WHAT IS EXPECTED >>
The answer must be the full listing, word for word, with no pictures in it.

SUPPLIED DATA >>

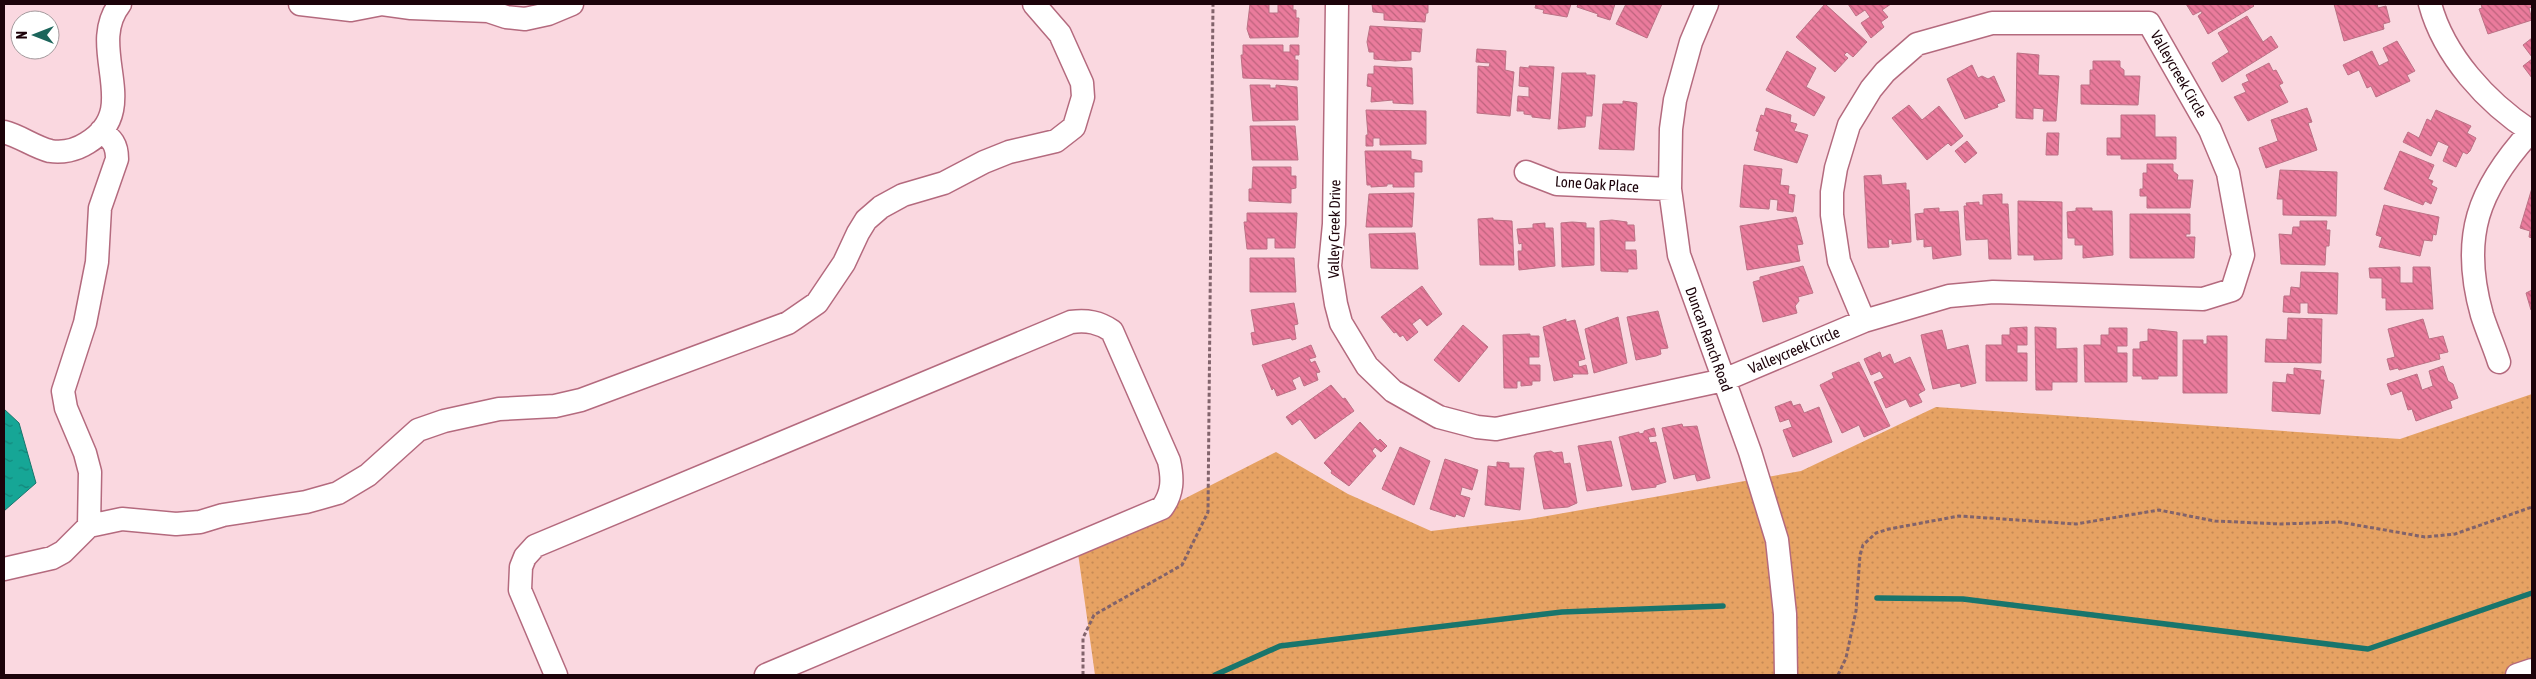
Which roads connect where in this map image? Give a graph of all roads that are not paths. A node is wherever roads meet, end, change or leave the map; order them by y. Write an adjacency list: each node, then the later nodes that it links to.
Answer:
1 (120, 4): 8 (street)
2 (300, 4): 3 (street)
3 (572, 4)
4 (1034, 4): 16 (street)
5 (1337, 4): 15 (street, Valley Creek Drive)
6 (1707, 4): 12 (street, Duncan Ranch Road)
7 (2430, 4): 9 (street)
8 (101, 131): 10 (street); 16 (street)
9 (2532, 131): 14 (street)
10 (4, 132)
11 (1526, 172): 12 (street, Lone Oak Place)
12 (1670, 189): 15 (street, Duncan Ranch Road)
13 (1864, 321): 13 (street, Valleycreek Circle); 15 (street, Valleycreek Circle)
14 (2499, 362)
15 (1724, 380): 21 (street, Duncan Ranch Road)
16 (89, 526): 17 (street)
17 (4, 569)
18 (2532, 670): 22 (street)
19 (772, 674): 20 (street)
20 (556, 675)
21 (1786, 675)
22 (2517, 675)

SOLUTION FOR THIS EXERCISE >>
Which roads connect where in this map image? Give a graph of all roads that are not paths. A node is wherever roads meet, end, change or leave the map; order them by y. Write an adjacency list: each node, then the later nodes that it links to.
Answer:
1 (120, 4): 8 (street)
2 (300, 4): 3 (street)
3 (572, 4)
4 (1034, 4): 16 (street)
5 (1337, 4): 15 (street, Valley Creek Drive)
6 (1707, 4): 12 (street, Duncan Ranch Road)
7 (2430, 4): 9 (street)
8 (101, 131): 10 (street); 16 (street)
9 (2532, 131): 14 (street)
10 (4, 132)
11 (1526, 172): 12 (street, Lone Oak Place)
12 (1670, 189): 15 (street, Duncan Ranch Road)
13 (1864, 321): 13 (street, Valleycreek Circle); 15 (street, Valleycreek Circle)
14 (2499, 362)
15 (1724, 380): 21 (street, Duncan Ranch Road)
16 (89, 526): 17 (street)
17 (4, 569)
18 (2532, 670): 22 (street)
19 (772, 674): 20 (street)
20 (556, 675)
21 (1786, 675)
22 (2517, 675)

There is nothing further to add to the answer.